----- "Scot P. Floess" sfloess@nc.rr.com wrote:
Anybody know what I need to do :) I've been bouncing dhcpd in /etc/rc.local and starting any VMs there. Although annoying, I'd rather do it "right" so I can auto start my Xen guests...
If you want to do it correctly, don't run dhcpd in domain 0. :) You're exposing your host to traffic that it doesn't need to deal with, which can be bad for performance and is bad for security. You're also putting one extra service there that isn't solely related to keeping the ground beneath the guests, the only thing domain 0 should be doing. Start a guest to run dhcpd in auto and name the sym link in auto something like "00-guestname" so it runs before the other guests. If you have two or more physical hosts and you run ISC dhcpd, run another one of these guests as a dhcp failover peer on another host.
So, to be honest this is running on my home network ;) I'm not too worried about security - there is nothing sensitive on my network as is :)
Interesting, I never considered running a guest VM and it serving up dhcp addresses :D
So, one thing about my home network is my machines don't all have much RAM. This particular machine has 1 GB and is my "administrative" server - DNS, NIS, NFS, etc... I slivered off a small VM for a postgres DB and like it to start up when the machine boots. I do, sometimes bring that down and bring up another VM...
I definitely understand what you mean though - but this isn't mission critical or anything so I don't mind it doing what its doing - it works fine to date by bouncing dhcpd - but I hate that ;) I may try to get my cable modem-router to serve up dhcp - but I don't think it'll let me do ddns internally (that's another thing I am doing inside my network)...
On Fri, 6 Nov 2009, Christopher G. Stach II wrote:
----- "Scot P. Floess" sfloess@nc.rr.com wrote:
Anybody know what I need to do :) I've been bouncing dhcpd in /etc/rc.local and starting any VMs there. Although annoying, I'd rather do it "right" so I can auto start my Xen guests...
If you want to do it correctly, don't run dhcpd in domain 0. :) You're exposing your host to traffic that it doesn't need to deal with, which can be bad for performance and is bad for security. You're also putting one extra service there that isn't solely related to keeping the ground beneath the guests, the only thing domain 0 should be doing. Start a guest to run dhcpd in auto and name the sym link in auto something like "00-guestname" so it runs before the other guests. If you have two or more physical hosts and you run ISC dhcpd, run another one of these guests as a dhcp failover peer on another host.

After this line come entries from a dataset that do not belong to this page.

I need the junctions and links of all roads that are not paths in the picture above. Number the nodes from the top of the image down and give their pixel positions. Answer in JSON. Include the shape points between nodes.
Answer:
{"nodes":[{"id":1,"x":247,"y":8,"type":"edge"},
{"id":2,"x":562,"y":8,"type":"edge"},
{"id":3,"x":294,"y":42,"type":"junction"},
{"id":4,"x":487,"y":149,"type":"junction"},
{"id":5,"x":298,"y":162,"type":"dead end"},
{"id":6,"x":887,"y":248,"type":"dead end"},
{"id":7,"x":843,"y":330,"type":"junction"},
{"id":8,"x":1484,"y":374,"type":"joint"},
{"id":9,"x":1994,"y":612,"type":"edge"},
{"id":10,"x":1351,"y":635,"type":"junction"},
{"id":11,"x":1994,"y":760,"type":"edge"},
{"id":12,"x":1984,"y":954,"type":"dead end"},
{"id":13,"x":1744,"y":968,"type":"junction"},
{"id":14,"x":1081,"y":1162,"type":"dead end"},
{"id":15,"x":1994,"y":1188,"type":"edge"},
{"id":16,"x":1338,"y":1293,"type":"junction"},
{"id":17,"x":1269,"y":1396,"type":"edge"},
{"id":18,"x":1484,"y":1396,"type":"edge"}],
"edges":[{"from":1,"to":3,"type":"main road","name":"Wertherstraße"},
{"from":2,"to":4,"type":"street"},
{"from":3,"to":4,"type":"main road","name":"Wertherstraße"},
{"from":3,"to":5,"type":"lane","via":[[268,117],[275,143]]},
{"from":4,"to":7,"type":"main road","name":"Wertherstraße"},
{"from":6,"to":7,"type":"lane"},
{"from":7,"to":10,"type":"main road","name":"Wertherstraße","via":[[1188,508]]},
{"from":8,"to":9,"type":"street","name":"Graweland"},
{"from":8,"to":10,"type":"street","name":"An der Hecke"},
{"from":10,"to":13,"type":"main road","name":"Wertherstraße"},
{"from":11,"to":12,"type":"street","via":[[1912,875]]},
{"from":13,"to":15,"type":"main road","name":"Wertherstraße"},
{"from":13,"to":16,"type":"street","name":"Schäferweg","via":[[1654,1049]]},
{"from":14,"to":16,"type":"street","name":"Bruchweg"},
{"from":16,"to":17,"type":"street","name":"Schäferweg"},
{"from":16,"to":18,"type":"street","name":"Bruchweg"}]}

-- Christopher G. Stach II
CentOS-virt mailing list CentOS-virt@centos.org http://lists.centos.org/mailman/listinfo/centos-virt
Scot P. Floess 27 Lake Royale Louisburg, NC 27549
252-478-8087 (Home) 919-890-8117 (Work)
Chief Architect JPlate http://sourceforge.net/projects/jplate Chief Architect JavaPIM http://sourceforge.net/projects/javapim
Architect Keros http://sourceforge.net/projects/keros
In both my office and home network I DHCP off of the perimeter router/firewalls. Works fine. More than one DHCP server on a network is always problematic. On my office network, once I have the lease on a device, I can force its mac address to an IP address in effect creating a static IP without touching the guest's nic setup and not having to worry about future DNS server, routing, or gateway changes setups on guests and other dhcp clients.
Scot P. Floess wrote:
So, to be honest this is running on my home network ;) I'm not too worried about security - there is nothing sensitive on my network as is :)

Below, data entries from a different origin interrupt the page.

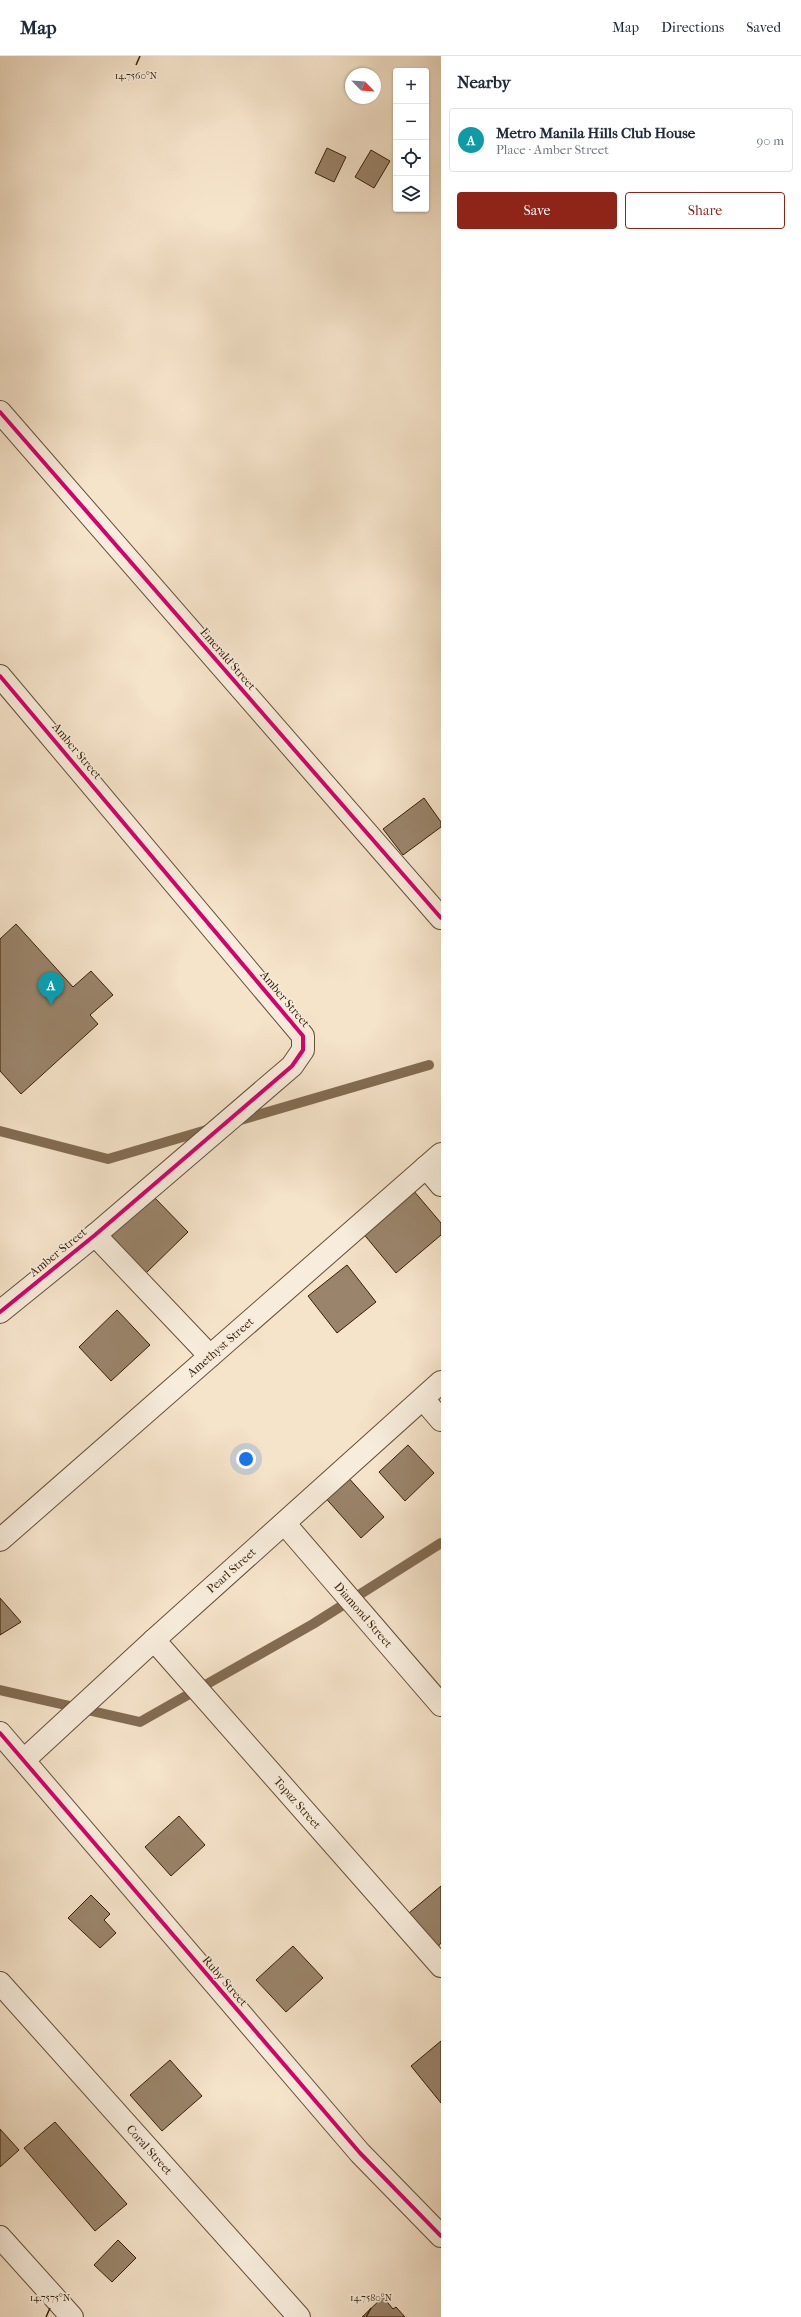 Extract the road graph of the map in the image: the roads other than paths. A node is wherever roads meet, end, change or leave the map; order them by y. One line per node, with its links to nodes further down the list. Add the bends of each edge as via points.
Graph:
1 (0, 412): 3 (street, Emerald Street)
2 (0, 676): 6 (street, Amber Street, via 303,1036 303,1050 292,1066)
3 (441, 918)
4 (434, 1161): 5 (street); 8 (street, Amethyst Street)
5 (441, 1185)
6 (95, 1235): 7 (street, Amber Street); 8 (street)
7 (0, 1312)
8 (210, 1356): 13 (street, Amethyst Street)
9 (441, 1382): 10 (street, Pearl Street)
10 (423, 1399): 11 (street); 12 (street, Pearl Street)
11 (441, 1420)
12 (284, 1524): 14 (street, Pearl Street); 15 (street, Diamond Street)
13 (0, 1540)
14 (154, 1640): 17 (street, Pearl Street); 18 (street, Topaz Street)
15 (441, 1705)
16 (0, 1733): 17 (street, Ruby Street)
17 (24, 1760): 20 (street, Ruby Street, via 360,2153)
18 (441, 1966)
19 (0, 1984): 23 (street, Coral Street)
20 (441, 2236)
21 (0, 2237): 22 (street)
22 (72, 2317)
23 (299, 2317)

Interesting, I never considered running a guest VM and it serving up dhcp addresses :D
So, one thing about my home network is my machines don't all have much RAM. This particular machine has 1 GB and is my "administrative" server - DNS, NIS, NFS, etc... I slivered off a small VM for a postgres DB and like it to start up when the machine boots. I do, sometimes bring that down and bring up another VM...
I definitely understand what you mean though - but this isn't mission critical or anything so I don't mind it doing what its doing - it works fine to date by bouncing dhcpd - but I hate that ;) I may try to get my cable modem-router to serve up dhcp - but I don't think it'll let me do ddns internally (that's another thing I am doing inside my network)...

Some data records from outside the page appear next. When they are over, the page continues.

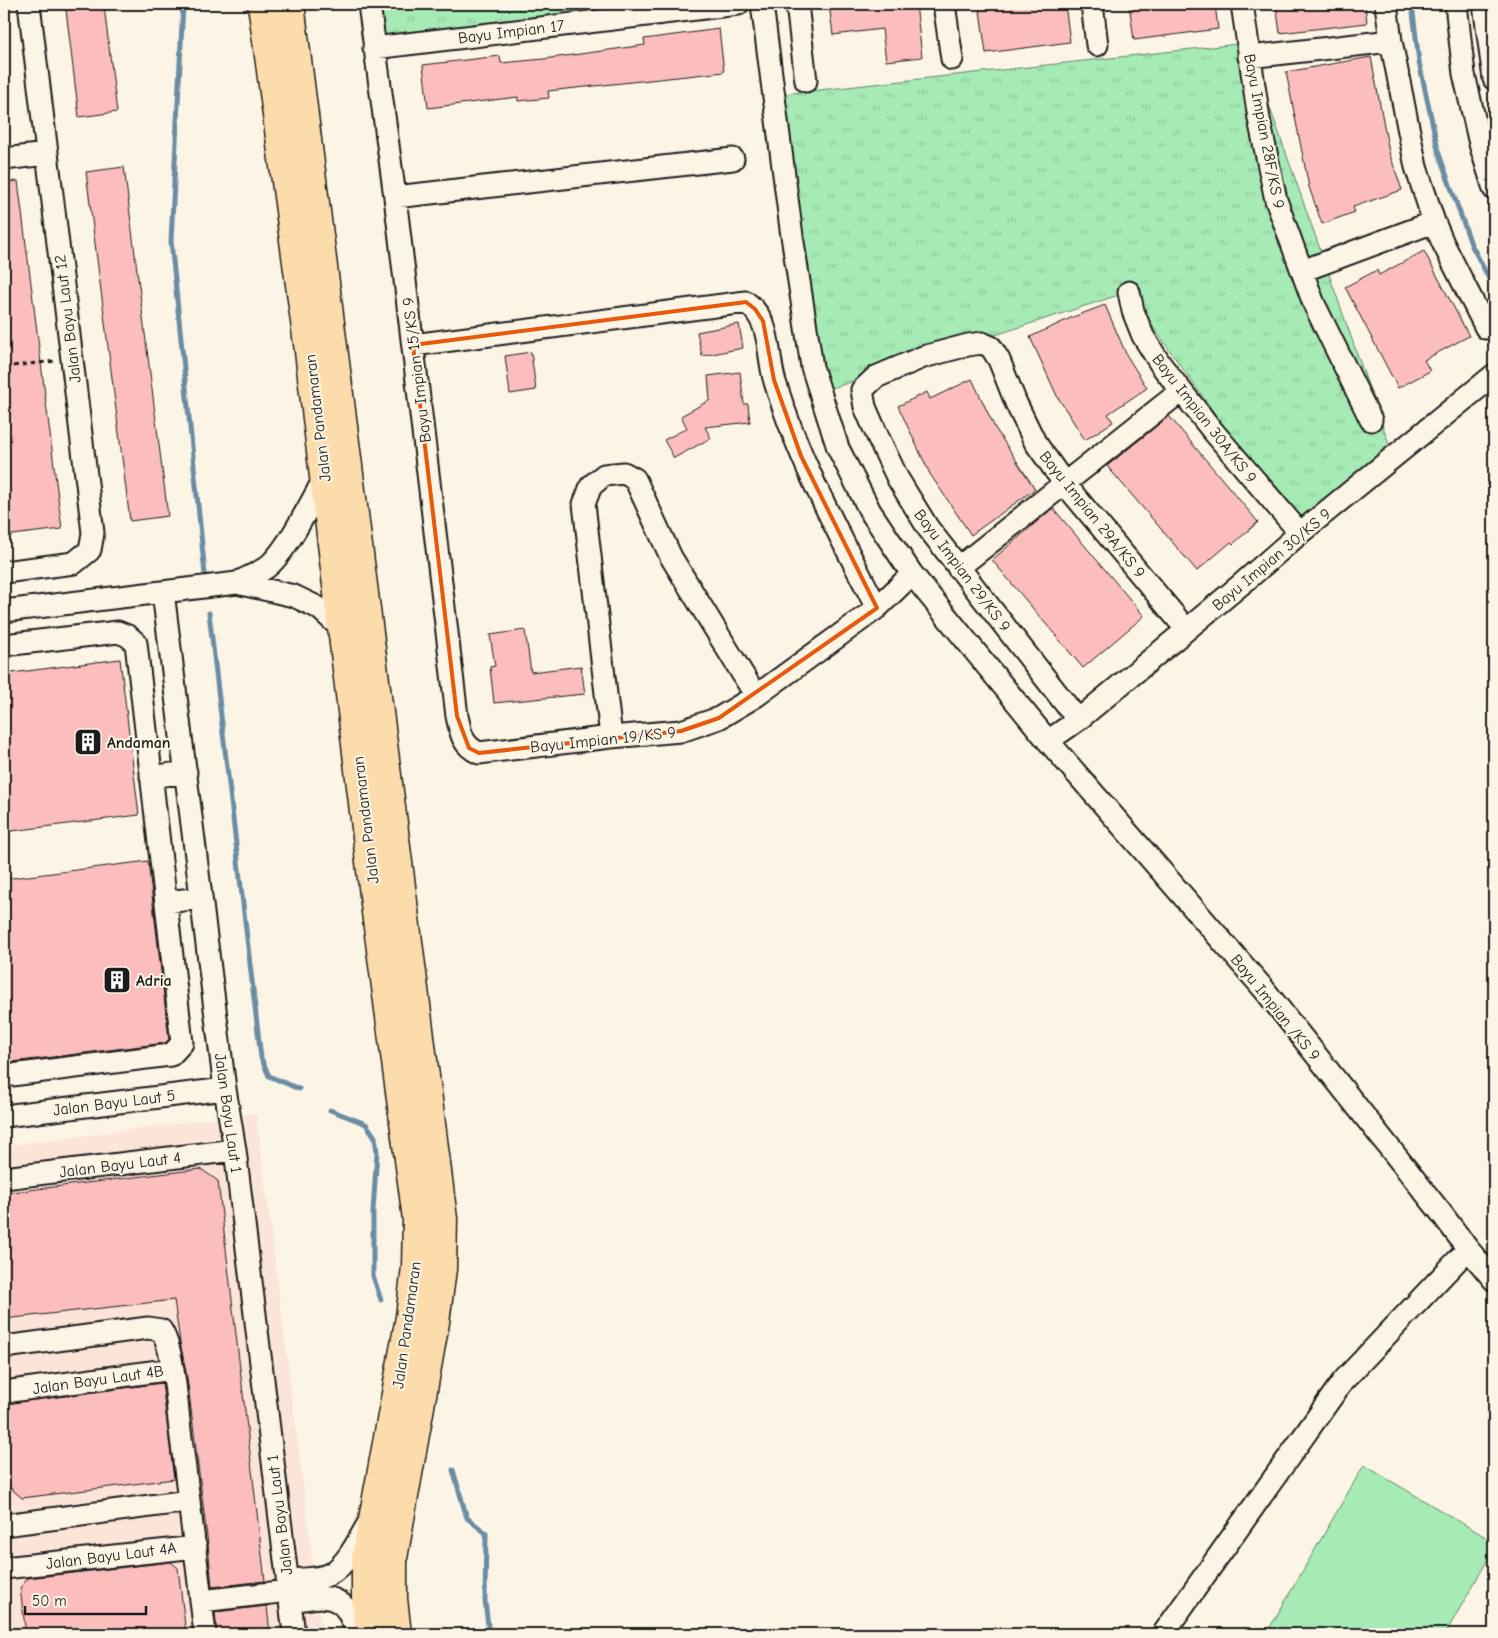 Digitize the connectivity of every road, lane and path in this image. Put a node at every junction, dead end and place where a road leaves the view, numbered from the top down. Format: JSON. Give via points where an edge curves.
{"nodes":[{"id":1,"x":28,"y":4,"type":"edge"},
{"id":2,"x":262,"y":4,"type":"edge"},
{"id":3,"x":290,"y":4,"type":"edge"},
{"id":4,"x":369,"y":4,"type":"edge"},
{"id":5,"x":738,"y":4,"type":"edge"},
{"id":6,"x":762,"y":4,"type":"edge"},
{"id":7,"x":797,"y":4,"type":"edge"},
{"id":8,"x":944,"y":4,"type":"edge"},
{"id":9,"x":1092,"y":4,"type":"edge"},
{"id":10,"x":1242,"y":4,"type":"edge"},
{"id":11,"x":1386,"y":4,"type":"edge"},
{"id":12,"x":1456,"y":4,"type":"edge"},
{"id":13,"x":1484,"y":4,"type":"edge"},
{"id":14,"x":1391,"y":41,"type":"junction"},
{"id":15,"x":1097,"y":45,"type":"dead end"},
{"id":16,"x":374,"y":48,"type":"junction"},
{"id":17,"x":1249,"y":57,"type":"junction"},
{"id":18,"x":952,"y":59,"type":"dead end"},
{"id":19,"x":1464,"y":74,"type":"junction"},
{"id":20,"x":1493,"y":75,"type":"edge"},
{"id":21,"x":806,"y":81,"type":"dead end"},
{"id":22,"x":47,"y":154,"type":"junction"},
{"id":23,"x":4,"y":159,"type":"edge"},
{"id":24,"x":733,"y":159,"type":"dead end"},
{"id":25,"x":1494,"y":190,"type":"edge"},
{"id":26,"x":395,"y":197,"type":"junction"},
{"id":27,"x":1434,"y":222,"type":"junction"},
{"id":28,"x":1302,"y":271,"type":"junction"},
{"id":29,"x":1129,"y":292,"type":"dead end"},
{"id":30,"x":1486,"y":328,"type":"dead end"},
{"id":31,"x":413,"y":345,"type":"junction"},
{"id":32,"x":923,"y":357,"type":"joint"},
{"id":33,"x":72,"y":359,"type":"junction"},
{"id":34,"x":4,"y":367,"type":"edge"},
{"id":35,"x":1494,"y":375,"type":"edge"},
{"id":36,"x":1181,"y":392,"type":"junction"},
{"id":37,"x":1371,"y":420,"type":"dead end"},
{"id":38,"x":324,"y":478,"type":"junction"},
{"id":39,"x":1064,"y":483,"type":"junction"},
{"id":40,"x":1300,"y":534,"type":"junction"},
{"id":41,"x":958,"y":568,"type":"junction"},
{"id":42,"x":7,"y":572,"type":"edge"},
{"id":43,"x":912,"y":574,"type":"junction"},
{"id":44,"x":237,"y":583,"type":"junction"},
{"id":45,"x":164,"y":592,"type":"junction"},
{"id":46,"x":38,"y":607,"type":"junction"},
{"id":47,"x":877,"y":608,"type":"junction"},
{"id":48,"x":4,"y":611,"type":"edge"},
{"id":49,"x":342,"y":629,"type":"junction"},
{"id":50,"x":1186,"y":629,"type":"junction"},
{"id":51,"x":45,"y":640,"type":"junction"},
{"id":52,"x":4,"y":645,"type":"edge"},
{"id":53,"x":756,"y":696,"type":"junction"},
{"id":54,"x":1078,"y":720,"type":"junction"},
{"id":55,"x":462,"y":737,"type":"joint"},
{"id":56,"x":611,"y":737,"type":"junction"},
{"id":57,"x":1048,"y":741,"type":"junction"},
{"id":58,"x":186,"y":772,"type":"junction"},
{"id":59,"x":151,"y":777,"type":"junction"},
{"id":60,"x":201,"y":898,"type":"junction"},
{"id":61,"x":166,"y":902,"type":"junction"},
{"id":62,"x":4,"y":1076,"type":"edge"},
{"id":63,"x":224,"y":1089,"type":"junction"},
{"id":64,"x":4,"y":1116,"type":"edge"},
{"id":65,"x":235,"y":1150,"type":"junction"},
{"id":66,"x":4,"y":1178,"type":"edge"},
{"id":67,"x":1468,"y":1249,"type":"junction"},
{"id":68,"x":1494,"y":1280,"type":"edge"},
{"id":69,"x":4,"y":1347,"type":"edge"},
{"id":70,"x":173,"y":1369,"type":"junction"},
{"id":71,"x":4,"y":1392,"type":"edge"},
{"id":72,"x":189,"y":1501,"type":"junction"},
{"id":73,"x":374,"y":1514,"type":"junction"},
{"id":74,"x":4,"y":1525,"type":"edge"},
{"id":75,"x":196,"y":1547,"type":"junction"},
{"id":76,"x":4,"y":1568,"type":"edge"},
{"id":77,"x":289,"y":1591,"type":"junction"},
{"id":78,"x":201,"y":1600,"type":"junction"},
{"id":79,"x":205,"y":1634,"type":"edge"},
{"id":80,"x":294,"y":1634,"type":"edge"},
{"id":81,"x":359,"y":1634,"type":"edge"},
{"id":82,"x":370,"y":1634,"type":"edge"},
{"id":83,"x":397,"y":1634,"type":"edge"},
{"id":84,"x":1163,"y":1634,"type":"edge"}],
"edges":[{"from":1,"to":22,"type":"street","name":"Jalan Bayu Laut 12"},
{"from":2,"to":38,"type":"main road","name":"Jalan Pandamaran"},
{"from":3,"to":83,"type":"main road","name":"Jalan Pandamaran","via":[[443,1219],[442,1269],[435,1322],[393,1558],[392,1599]]},
{"from":4,"to":16,"type":"street","name":"Bayu Impian 15/KS 9"},
{"from":5,"to":16,"type":"street","name":"Bayu Impian 17"},
{"from":6,"to":43,"type":"street","name":"Bayu Impian /KS 9","via":[[812,367],[838,448],[870,511]]},
{"from":7,"to":21,"type":"street"},
{"from":8,"to":18,"type":"street"},
{"from":9,"to":15,"type":"street"},
{"from":10,"to":17,"type":"street","name":"Bayu Impian 28F/KS 9"},
{"from":11,"to":14,"type":"street"},
{"from":12,"to":19,"type":"street"},
{"from":13,"to":20,"type":"street"},
{"from":14,"to":17,"type":"street"},
{"from":14,"to":27,"type":"street","via":[[1416,167]]},
{"from":16,"to":26,"type":"street","name":"Bayu Impian 15/KS 9"},
{"from":17,"to":28,"type":"street","name":"Bayu Impian 28F/KS 9","via":[[1276,200]]},
{"from":19,"to":20,"type":"street"},
{"from":19,"to":25,"type":"street"},
{"from":22,"to":23,"type":"street"},
{"from":22,"to":33,"type":"street","name":"Jalan Bayu Laut 12"},
{"from":24,"to":26,"type":"street"},
{"from":26,"to":31,"type":"street","name":"Bayu Impian 15/KS 9"},
{"from":27,"to":28,"type":"street"},
{"from":27,"to":30,"type":"street"},
{"from":28,"to":37,"type":"street","name":"Bayu Impian 28F/KS 9","via":[[1314,304]]},
{"from":29,"to":36,"type":"street","name":"Bayu Impian 30A/KS 9","via":[[1143,336]]},
{"from":31,"to":47,"type":"street","via":[[746,302],[763,321],[774,380],[801,456]]},
{"from":31,"to":55,"type":"street","name":"Bayu Impian 15/KS 9"},
{"from":32,"to":39,"type":"street","name":"Bayu Impian 29A/KS 9","via":[[968,345],[982,343],[991,347],[1035,442]]},
{"from":32,"to":41,"type":"street","name":"Bayu Impian 29/KS 9","via":[[876,377],[862,390],[865,407],[898,479],[928,528]]},
{"from":33,"to":34,"type":"path"},
{"from":33,"to":42,"type":"street","name":"Jalan Bayu Laut 12","via":[[93,533],[90,550],[74,563]]},
{"from":35,"to":40,"type":"street","name":"Bayu Impian 30/KS 9"},
{"from":36,"to":39,"type":"street"},
{"from":36,"to":40,"type":"street","name":"Bayu Impian 30A/KS 9"},
{"from":38,"to":44,"type":"street","via":[[281,551],[267,567]]},
{"from":38,"to":49,"type":"main road","name":"Jalan Pandamaran"},
{"from":39,"to":41,"type":"street"},
{"from":39,"to":50,"type":"street","name":"Bayu Impian 29A/KS 9"},
{"from":40,"to":50,"type":"street","name":"Bayu Impian 30/KS 9"},
{"from":41,"to":54,"type":"street","name":"Bayu Impian 29/KS 9"},
{"from":43,"to":47,"type":"street","name":"Bayu Impian 19/KS 9"},
{"from":43,"to":57,"type":"street","name":"Bayu Impian /KS 9"},
{"from":44,"to":45,"type":"street"},
{"from":44,"to":49,"type":"street","via":[[294,596],[319,608]]},
{"from":45,"to":46,"type":"street"},
{"from":45,"to":58,"type":"street","name":"Jalan Bayu Laut 1"},
{"from":46,"to":48,"type":"street"},
{"from":46,"to":51,"type":"street"},
{"from":47,"to":53,"type":"street","name":"Bayu Impian 19/KS 9"},
{"from":49,"to":73,"type":"main road","name":"Jalan Pandamaran","via":[[417,1219],[410,1317]]},
{"from":50,"to":54,"type":"street","name":"Bayu Impian 30/KS 9"},
{"from":51,"to":52,"type":"street"},
{"from":51,"to":59,"type":"street","via":[[118,632],[136,644]]},
{"from":53,"to":56,"type":"street","name":"Bayu Impian 19/KS 9","via":[[719,718],[681,731]]},
{"from":53,"to":56,"type":"street","via":[[672,557],[636,480],[624,473],[604,476],[591,486],[584,504]]},
{"from":54,"to":57,"type":"street","name":"Bayu Impian 30/KS 9"},
{"from":55,"to":56,"type":"street","name":"Bayu Impian 19/KS 9","via":[[469,748],[479,753]]},
{"from":57,"to":67,"type":"street","name":"Bayu Impian /KS 9","via":[[1263,988]]},
{"from":58,"to":59,"type":"street"},
{"from":58,"to":60,"type":"street","name":"Jalan Bayu Laut 1"},
{"from":59,"to":61,"type":"street"},
{"from":60,"to":61,"type":"street"},
{"from":60,"to":63,"type":"street","name":"Jalan Bayu Laut 1"},
{"from":61,"to":62,"type":"street","via":[[182,1043],[171,1054]]},
{"from":63,"to":64,"type":"street","name":"Jalan Bayu Laut 5"},
{"from":63,"to":65,"type":"street","name":"Jalan Bayu Laut 1"},
{"from":65,"to":66,"type":"street","name":"Jalan Bayu Laut 4"},
{"from":65,"to":77,"type":"street","name":"Jalan Bayu Laut 1"},
{"from":67,"to":68,"type":"street","name":"Bayu Impian /KS 9"},
{"from":67,"to":84,"type":"street","via":[[1343,1381]]},
{"from":69,"to":70,"type":"street","name":"Jalan Bayu Laut 4B","via":[[148,1328],[161,1330],[165,1336]]},
{"from":70,"to":71,"type":"street","name":"Jalan Bayu Laut 4B"},
{"from":70,"to":72,"type":"street","name":"Jalan Bayu Laut 4A"},
{"from":72,"to":74,"type":"street"},
{"from":72,"to":75,"type":"street","name":"Jalan Bayu Laut 4A"},
{"from":73,"to":77,"type":"street","via":[[350,1554],[331,1574],[310,1579]]},
{"from":73,"to":82,"type":"main road","name":"Jalan Pandamaran","via":[[366,1558]]},
{"from":75,"to":76,"type":"street","name":"Jalan Bayu Laut 4A"},
{"from":75,"to":78,"type":"street"},
{"from":77,"to":78,"type":"street"},
{"from":77,"to":80,"type":"street","name":"Jalan Bayu Laut 1"},
{"from":77,"to":81,"type":"street","via":[[330,1598],[345,1608]]},
{"from":78,"to":79,"type":"street"}]}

On Fri, 6 Nov 2009, Christopher G. Stach II wrote:
----- "Scot P. Floess" sfloess@nc.rr.com wrote:
Anybody know what I need to do :) I've been bouncing dhcpd in /etc/rc.local and starting any VMs there. Although annoying, I'd rather do it "right" so I can auto start my Xen guests...
If you want to do it correctly, don't run dhcpd in domain 0. :) You're exposing your host to traffic that it doesn't need to deal with, which can be bad for performance and is bad for security. You're also putting one extra service there that isn't solely related to keeping the ground beneath the guests, the only thing domain 0 should be doing. Start a guest to run dhcpd in auto and name the sym link in auto something like "00-guestname" so it runs before the other guests. If you have two or more physical hosts and you run ISC dhcpd, run another one of these guests as a dhcp failover peer on another host.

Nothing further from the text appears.